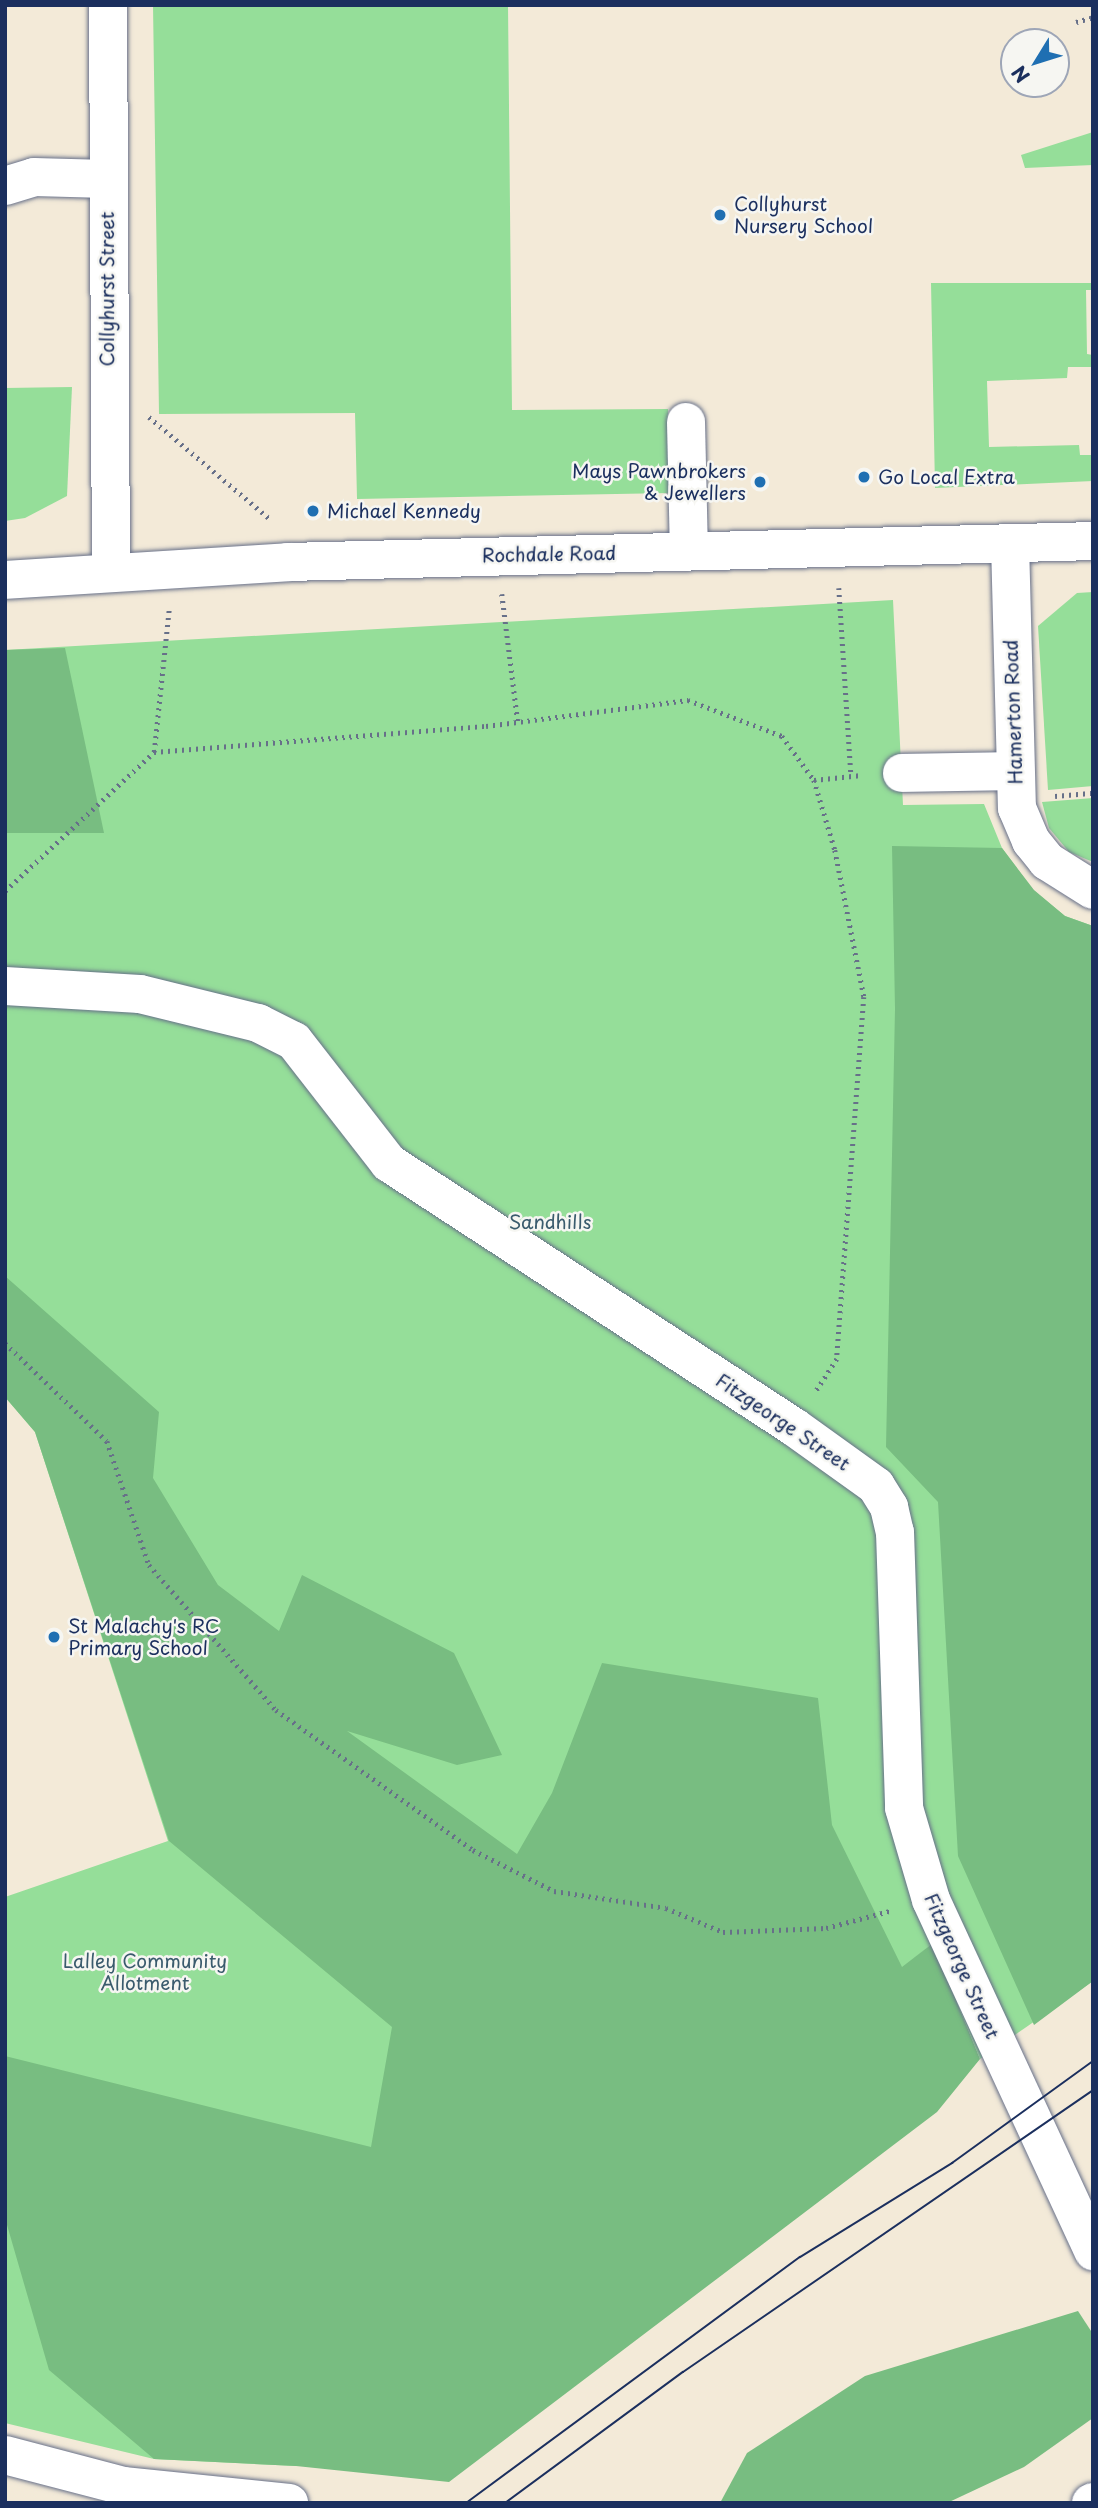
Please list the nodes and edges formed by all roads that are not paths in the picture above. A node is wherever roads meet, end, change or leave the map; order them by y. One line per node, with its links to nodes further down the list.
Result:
1 (108, 5): 2 (main road, Collyhurst Street)
2 (107, 179): 3 (main road); 8 (main road, Collyhurst Street)
3 (5, 186)
4 (687, 422): 7 (main road)
5 (1093, 541): 6 (main road, Rochdale Road)
6 (1010, 543): 7 (main road, Rochdale Road); 10 (main road, Hamerton Road)
7 (688, 551): 8 (main road, Rochdale Road)
8 (111, 573): 9 (main road, Rochdale Road)
9 (5, 580)
10 (1013, 771): 11 (main road); 12 (main road, Hamerton Road)
11 (902, 773)
12 (1093, 890)
13 (5, 986): 14 (main road, Fitzgeorge Street)
14 (1093, 2251)
15 (5, 2455): 16 (main road)
16 (289, 2503)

● ● ●

● **Exercise description**
Leave the pictures out. Otherwise, output the listing above exactly.

● **Response to this task**
Please list the nodes and edges formed by all roads that are not paths in the picture above. A node is wherever roads meet, end, change or leave the map; order them by y. One line per node, with its links to nodes further down the list.
Result:
1 (108, 5): 2 (main road, Collyhurst Street)
2 (107, 179): 3 (main road); 8 (main road, Collyhurst Street)
3 (5, 186)
4 (687, 422): 7 (main road)
5 (1093, 541): 6 (main road, Rochdale Road)
6 (1010, 543): 7 (main road, Rochdale Road); 10 (main road, Hamerton Road)
7 (688, 551): 8 (main road, Rochdale Road)
8 (111, 573): 9 (main road, Rochdale Road)
9 (5, 580)
10 (1013, 771): 11 (main road); 12 (main road, Hamerton Road)
11 (902, 773)
12 (1093, 890)
13 (5, 986): 14 (main road, Fitzgeorge Street)
14 (1093, 2251)
15 (5, 2455): 16 (main road)
16 (289, 2503)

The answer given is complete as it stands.